Retype the listing exactly, minus its pictures.
┌──
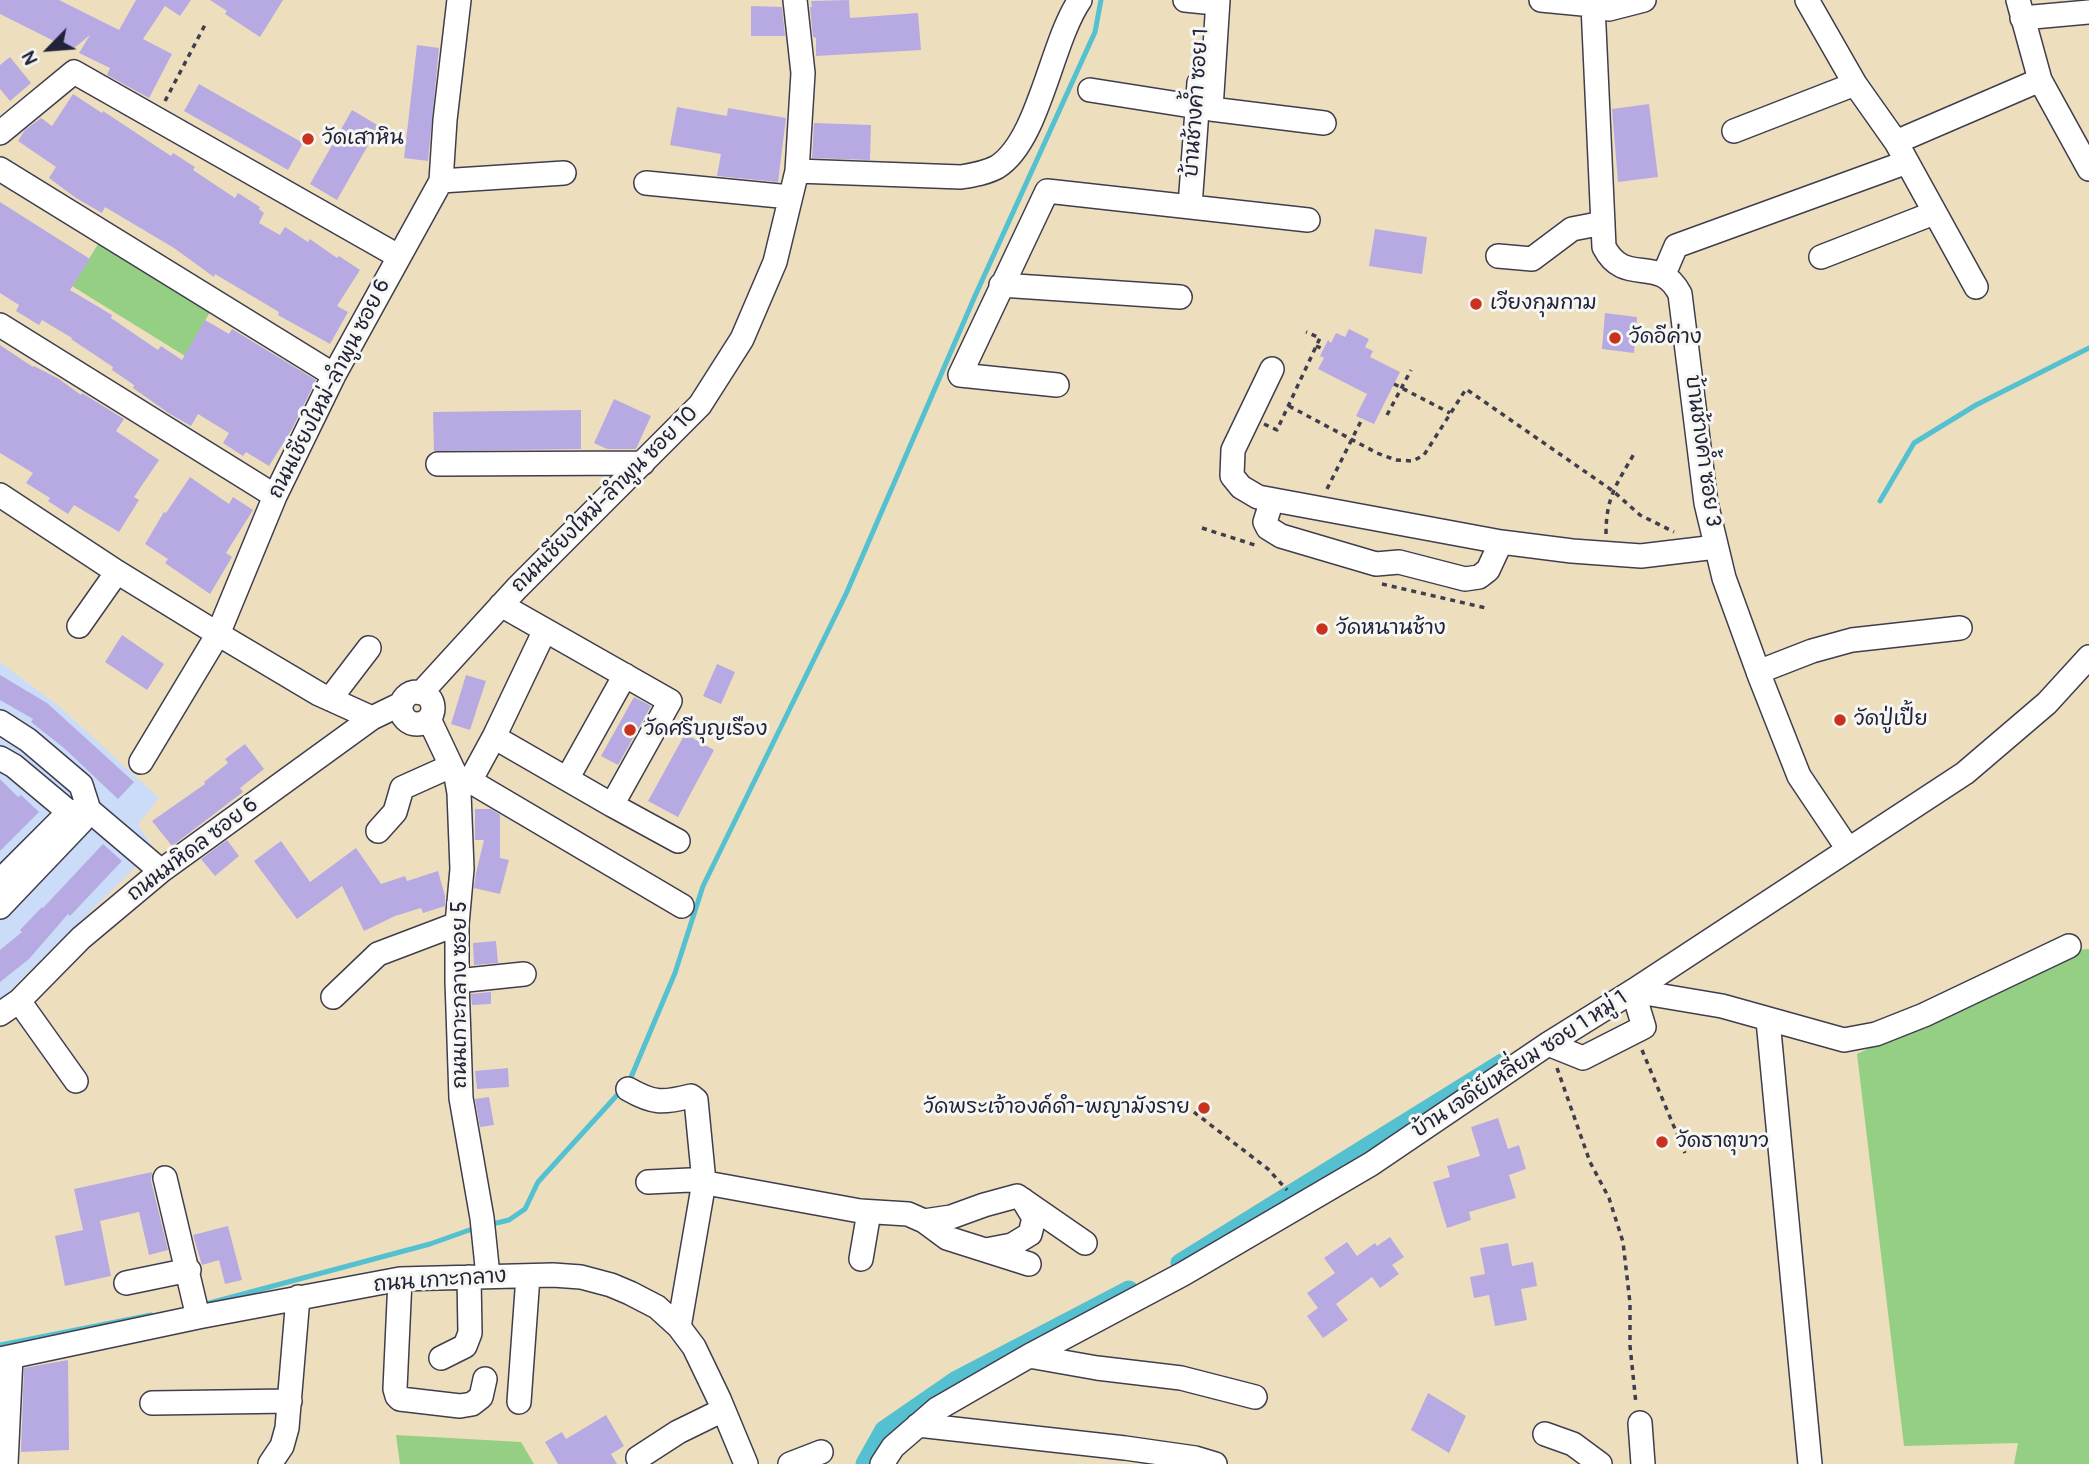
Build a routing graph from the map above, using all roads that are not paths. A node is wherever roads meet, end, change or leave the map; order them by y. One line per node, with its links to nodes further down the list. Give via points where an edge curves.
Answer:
1 (459, 0): 23 (street, ถนนเชียงใหม่-ลำพูน ซอย 6)
2 (795, 0): 21 (street, ถนนเชียงใหม่-ลำพูน ซอย 10, via 803,74)
3 (1080, 0): 21 (street, via 1024,138 997,167 961,177)
4 (1541, 0): 8 (street)
5 (1644, 0): 8 (street, via 1609,9)
6 (1807, 0): 12 (street)
7 (1203, 1): 14 (street, บ้านช้างค้ำ ซอย 1); 15 (street, via 1212,109)
8 (1593, 5): 29 (street)
9 (2020, 9): 10 (street); 11 (street)
10 (2089, 12)
11 (2040, 80): 18 (street); 20 (street)
12 (1855, 84): 16 (street); 18 (street)
13 (1090, 90): 14 (street)
14 (1198, 107): 26 (street, บ้านช้างค้ำ ซอย 1)
15 (1324, 123)
16 (1734, 131)
17 (0, 133): 30 (street, via 74,72)
18 (1902, 152): 27 (street); 33 (street, via 1676,246)
19 (0, 169): 39 (street)
20 (2089, 169)
21 (797, 171): 25 (street, ถนนเชียงใหม่-ลำพูน ซอย 10)
22 (564, 173): 23 (street)
23 (441, 181): 30 (street, ถนนเชียงใหม่-ลำพูน ซอย 6)
24 (646, 183): 25 (street)
25 (790, 197): 41 (street, ถนนเชียงใหม่-ลำพูน ซอย 10, via 775,262 742,340 700,405)
26 (1190, 206): 28 (street); 34 (street, via 1046,191)
27 (1934, 213): 32 (street); 35 (street)
28 (1308, 220)
29 (1603, 223): 31 (street, via 1572,229 1532,259); 33 (street, via 1604,247 1614,264)
30 (398, 256): 39 (street, ถนนเชียงใหม่-ลำพูน ซอย 6)
31 (1498, 256)
32 (1821, 257)
33 (1664, 274): 47 (street, บ้านช้างค้ำ ซอย 3, via 1680,294 1706,503)
34 (1001, 285): 36 (street); 40 (street, via 960,375)
35 (1976, 287)
36 (1181, 297)
37 (0, 325): 44 (street)
38 (1272, 369): 45 (street, via 1233,450 1232,476 1241,487)
39 (334, 375): 44 (street, ถนนเชียงใหม่-ลำพูน ซอย 6)
40 (1057, 385)
41 (643, 463): 42 (street); 49 (street, ถนนเชียงใหม่-ลำพูน ซอย 10)
42 (438, 464)
43 (0, 495): 48 (street)
44 (275, 496): 53 (street, ถนนเชียงใหม่-ลำพูน ซอย 6)
45 (1272, 500): 46 (street); 46 (street, via 1265,522 1273,532 1376,564 1399,562 1465,579 1479,577 1488,570)
46 (1501, 542): 47 (street, via 1641,556)
47 (1716, 547): 56 (street, บ้านช้างค้ำ ซอย 3)
48 (117, 572): 50 (street); 53 (street)
49 (501, 605): 52 (street); 59 (street, ถนนเชียงใหม่-ลำพูน ซอย 10)
50 (79, 626)
51 (1960, 628): 56 (street, via 1852,640)
52 (545, 630): 57 (street); 62 (street)
53 (218, 634): 58 (street); 64 (street, ถนนเชียงใหม่-ลำพูน ซอย 6)
54 (369, 648): 58 (street)
55 (2089, 657): 71 (street, บ้าน เจดีย์เหลี่ยม ซอย 1 หมู่ 1, via 2047,703 1965,773)
56 (1758, 672): 71 (street, บ้านช้างค้ำ ซอย 3, via 1799,776)
57 (625, 675): 66 (street); 67 (street, via 670,701)
58 (330, 699): 60 (street)
59 (411, 699): 60 (street, ถนนมหิดล ซอย 6); 65 (street, ถนนเกาะกลาง ซอย 5, via 430,701 429,719)
60 (372, 718): 72 (street, ถนนมหิดล ซอย 6)
61 (0, 722): 68 (street, via 81,785)
62 (494, 737): 65 (street); 66 (street)
63 (0, 758): 68 (street)
64 (141, 762)
65 (459, 774): 69 (street, via 402,788 395,812); 74 (street); 76 (street, ถนนเกาะกลาง ซอย 5, via 462,869)
66 (567, 779): 67 (street)
67 (612, 805): 70 (street)
68 (79, 811): 72 (street); 73 (street); 75 (street, via 81,822)
69 (377, 831)
70 (678, 841)
71 (1844, 843): 80 (street, บ้าน เจดีย์เหลี่ยม ซอย 1 หมู่ 1)
72 (161, 871): 82 (street, ถนนมหิดล ซอย 6, via 81,938)
73 (0, 881)
74 (682, 906)
75 (0, 907)
76 (457, 924): 79 (street, ถนนเกาะกลาง ซอย 5); 81 (street, via 378,954)
77 (2069, 946): 84 (street, via 1876,1034 1844,1040)
78 (524, 974): 79 (street)
79 (457, 981): 99 (street, ถนนเกาะกลาง ซอย 5, via 461,1098 482,1218)
80 (1633, 991): 84 (street, via 1722,1006); 85 (street, บ้าน เจดีย์เหลี่ยม ซอย 1 หมู่ 1); 85 (street, via 1644,1027 1583,1058)
81 (333, 997)
82 (19, 1001): 83 (street, ถนนมหิดล ซอย 6); 86 (street)
83 (0, 1014)
84 (1768, 1020): 129 (street)
85 (1555, 1047): 106 (street, บ้าน เจดีย์เหลี่ยม ซอย 1 หมู่ 1, via 1371,1164 1183,1274)
86 (76, 1081)
87 (628, 1089): 90 (street, via 646,1100 691,1096 696,1100)
88 (165, 1178): 98 (street)
89 (648, 1182): 90 (street)
90 (704, 1182): 92 (street); 105 (street)
91 (1023, 1200): 93 (street, via 1017,1196); 94 (street); 95 (street, via 1034,1218 1030,1234 1012,1245)
92 (869, 1212): 93 (street, via 908,1214); 96 (street)
93 (924, 1221): 95 (street, via 947,1238)
94 (1085, 1243)
95 (984, 1250): 97 (street)
96 (862, 1259)
97 (1029, 1264)
98 (189, 1270): 102 (street); 104 (street)
99 (481, 1270): 100 (street, ถนน เกาะกลาง); 101 (street, ถนน เกาะกลาง); 108 (street, ถนนเกาะกลาง ซอย 5, via 465,1346)
100 (528, 1276): 105 (street, ถนน เกาะกลาง, via 581,1277 611,1284 657,1307); 112 (street)
101 (400, 1279): 103 (street, ถนน เกาะกลาง); 109 (street, via 397,1396 472,1404 481,1397)
102 (125, 1283)
103 (298, 1297): 104 (street, ถนน เกาะกลาง); 111 (street)
104 (198, 1317): 107 (street, ถนน เกาะกลาง)
105 (679, 1326): 114 (street, ถนน เกาะกลาง)
106 (1030, 1356): 110 (street, via 1181,1378); 116 (street, บ้าน เจดีย์เหลี่ยม ซอย 1 หมู่ 1, via 937,1409)
107 (5, 1358): 121 (street)
108 (440, 1358)
109 (485, 1379)
110 (1255, 1396)
111 (290, 1401): 113 (street); 122 (street, via 285,1437)
112 (519, 1402)
113 (152, 1403)
114 (723, 1409): 120 (street); 123 (street, ถนน เกาะกลาง)
115 (1640, 1423): 128 (street)
116 (918, 1425): 119 (street); 125 (street, บ้าน เจดีย์เหลี่ยม ซอย 1 หมู่ 1)
117 (1545, 1434): 127 (street, via 1573,1444)
118 (821, 1452): 124 (street)
119 (1123, 1456): 126 (street, via 1195,1458)
120 (639, 1458)
121 (6, 1464)
122 (270, 1464)
123 (746, 1464)
124 (790, 1464)
125 (882, 1464)
126 (1214, 1464)
127 (1600, 1464)
128 (1643, 1464)
129 (1810, 1464)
└──
**Exercise response:**
Build a routing graph from the map above, using all roads that are not paths. A node is wherever roads meet, end, change or leave the map; order them by y. One line per node, with its links to nodes further down the list. Give via points where an edge curves.
Answer:
1 (459, 0): 23 (street, ถนนเชียงใหม่-ลำพูน ซอย 6)
2 (795, 0): 21 (street, ถนนเชียงใหม่-ลำพูน ซอย 10, via 803,74)
3 (1080, 0): 21 (street, via 1024,138 997,167 961,177)
4 (1541, 0): 8 (street)
5 (1644, 0): 8 (street, via 1609,9)
6 (1807, 0): 12 (street)
7 (1203, 1): 14 (street, บ้านช้างค้ำ ซอย 1); 15 (street, via 1212,109)
8 (1593, 5): 29 (street)
9 (2020, 9): 10 (street); 11 (street)
10 (2089, 12)
11 (2040, 80): 18 (street); 20 (street)
12 (1855, 84): 16 (street); 18 (street)
13 (1090, 90): 14 (street)
14 (1198, 107): 26 (street, บ้านช้างค้ำ ซอย 1)
15 (1324, 123)
16 (1734, 131)
17 (0, 133): 30 (street, via 74,72)
18 (1902, 152): 27 (street); 33 (street, via 1676,246)
19 (0, 169): 39 (street)
20 (2089, 169)
21 (797, 171): 25 (street, ถนนเชียงใหม่-ลำพูน ซอย 10)
22 (564, 173): 23 (street)
23 (441, 181): 30 (street, ถนนเชียงใหม่-ลำพูน ซอย 6)
24 (646, 183): 25 (street)
25 (790, 197): 41 (street, ถนนเชียงใหม่-ลำพูน ซอย 10, via 775,262 742,340 700,405)
26 (1190, 206): 28 (street); 34 (street, via 1046,191)
27 (1934, 213): 32 (street); 35 (street)
28 (1308, 220)
29 (1603, 223): 31 (street, via 1572,229 1532,259); 33 (street, via 1604,247 1614,264)
30 (398, 256): 39 (street, ถนนเชียงใหม่-ลำพูน ซอย 6)
31 (1498, 256)
32 (1821, 257)
33 (1664, 274): 47 (street, บ้านช้างค้ำ ซอย 3, via 1680,294 1706,503)
34 (1001, 285): 36 (street); 40 (street, via 960,375)
35 (1976, 287)
36 (1181, 297)
37 (0, 325): 44 (street)
38 (1272, 369): 45 (street, via 1233,450 1232,476 1241,487)
39 (334, 375): 44 (street, ถนนเชียงใหม่-ลำพูน ซอย 6)
40 (1057, 385)
41 (643, 463): 42 (street); 49 (street, ถนนเชียงใหม่-ลำพูน ซอย 10)
42 (438, 464)
43 (0, 495): 48 (street)
44 (275, 496): 53 (street, ถนนเชียงใหม่-ลำพูน ซอย 6)
45 (1272, 500): 46 (street); 46 (street, via 1265,522 1273,532 1376,564 1399,562 1465,579 1479,577 1488,570)
46 (1501, 542): 47 (street, via 1641,556)
47 (1716, 547): 56 (street, บ้านช้างค้ำ ซอย 3)
48 (117, 572): 50 (street); 53 (street)
49 (501, 605): 52 (street); 59 (street, ถนนเชียงใหม่-ลำพูน ซอย 10)
50 (79, 626)
51 (1960, 628): 56 (street, via 1852,640)
52 (545, 630): 57 (street); 62 (street)
53 (218, 634): 58 (street); 64 (street, ถนนเชียงใหม่-ลำพูน ซอย 6)
54 (369, 648): 58 (street)
55 (2089, 657): 71 (street, บ้าน เจดีย์เหลี่ยม ซอย 1 หมู่ 1, via 2047,703 1965,773)
56 (1758, 672): 71 (street, บ้านช้างค้ำ ซอย 3, via 1799,776)
57 (625, 675): 66 (street); 67 (street, via 670,701)
58 (330, 699): 60 (street)
59 (411, 699): 60 (street, ถนนมหิดล ซอย 6); 65 (street, ถนนเกาะกลาง ซอย 5, via 430,701 429,719)
60 (372, 718): 72 (street, ถนนมหิดล ซอย 6)
61 (0, 722): 68 (street, via 81,785)
62 (494, 737): 65 (street); 66 (street)
63 (0, 758): 68 (street)
64 (141, 762)
65 (459, 774): 69 (street, via 402,788 395,812); 74 (street); 76 (street, ถนนเกาะกลาง ซอย 5, via 462,869)
66 (567, 779): 67 (street)
67 (612, 805): 70 (street)
68 (79, 811): 72 (street); 73 (street); 75 (street, via 81,822)
69 (377, 831)
70 (678, 841)
71 (1844, 843): 80 (street, บ้าน เจดีย์เหลี่ยม ซอย 1 หมู่ 1)
72 (161, 871): 82 (street, ถนนมหิดล ซอย 6, via 81,938)
73 (0, 881)
74 (682, 906)
75 (0, 907)
76 (457, 924): 79 (street, ถนนเกาะกลาง ซอย 5); 81 (street, via 378,954)
77 (2069, 946): 84 (street, via 1876,1034 1844,1040)
78 (524, 974): 79 (street)
79 (457, 981): 99 (street, ถนนเกาะกลาง ซอย 5, via 461,1098 482,1218)
80 (1633, 991): 84 (street, via 1722,1006); 85 (street, บ้าน เจดีย์เหลี่ยม ซอย 1 หมู่ 1); 85 (street, via 1644,1027 1583,1058)
81 (333, 997)
82 (19, 1001): 83 (street, ถนนมหิดล ซอย 6); 86 (street)
83 (0, 1014)
84 (1768, 1020): 129 (street)
85 (1555, 1047): 106 (street, บ้าน เจดีย์เหลี่ยม ซอย 1 หมู่ 1, via 1371,1164 1183,1274)
86 (76, 1081)
87 (628, 1089): 90 (street, via 646,1100 691,1096 696,1100)
88 (165, 1178): 98 (street)
89 (648, 1182): 90 (street)
90 (704, 1182): 92 (street); 105 (street)
91 (1023, 1200): 93 (street, via 1017,1196); 94 (street); 95 (street, via 1034,1218 1030,1234 1012,1245)
92 (869, 1212): 93 (street, via 908,1214); 96 (street)
93 (924, 1221): 95 (street, via 947,1238)
94 (1085, 1243)
95 (984, 1250): 97 (street)
96 (862, 1259)
97 (1029, 1264)
98 (189, 1270): 102 (street); 104 (street)
99 (481, 1270): 100 (street, ถนน เกาะกลาง); 101 (street, ถนน เกาะกลาง); 108 (street, ถนนเกาะกลาง ซอย 5, via 465,1346)
100 (528, 1276): 105 (street, ถนน เกาะกลาง, via 581,1277 611,1284 657,1307); 112 (street)
101 (400, 1279): 103 (street, ถนน เกาะกลาง); 109 (street, via 397,1396 472,1404 481,1397)
102 (125, 1283)
103 (298, 1297): 104 (street, ถนน เกาะกลาง); 111 (street)
104 (198, 1317): 107 (street, ถนน เกาะกลาง)
105 (679, 1326): 114 (street, ถนน เกาะกลาง)
106 (1030, 1356): 110 (street, via 1181,1378); 116 (street, บ้าน เจดีย์เหลี่ยม ซอย 1 หมู่ 1, via 937,1409)
107 (5, 1358): 121 (street)
108 (440, 1358)
109 (485, 1379)
110 (1255, 1396)
111 (290, 1401): 113 (street); 122 (street, via 285,1437)
112 (519, 1402)
113 (152, 1403)
114 (723, 1409): 120 (street); 123 (street, ถนน เกาะกลาง)
115 (1640, 1423): 128 (street)
116 (918, 1425): 119 (street); 125 (street, บ้าน เจดีย์เหลี่ยม ซอย 1 หมู่ 1)
117 (1545, 1434): 127 (street, via 1573,1444)
118 (821, 1452): 124 (street)
119 (1123, 1456): 126 (street, via 1195,1458)
120 (639, 1458)
121 (6, 1464)
122 (270, 1464)
123 (746, 1464)
124 (790, 1464)
125 (882, 1464)
126 (1214, 1464)
127 (1600, 1464)
128 (1643, 1464)
129 (1810, 1464)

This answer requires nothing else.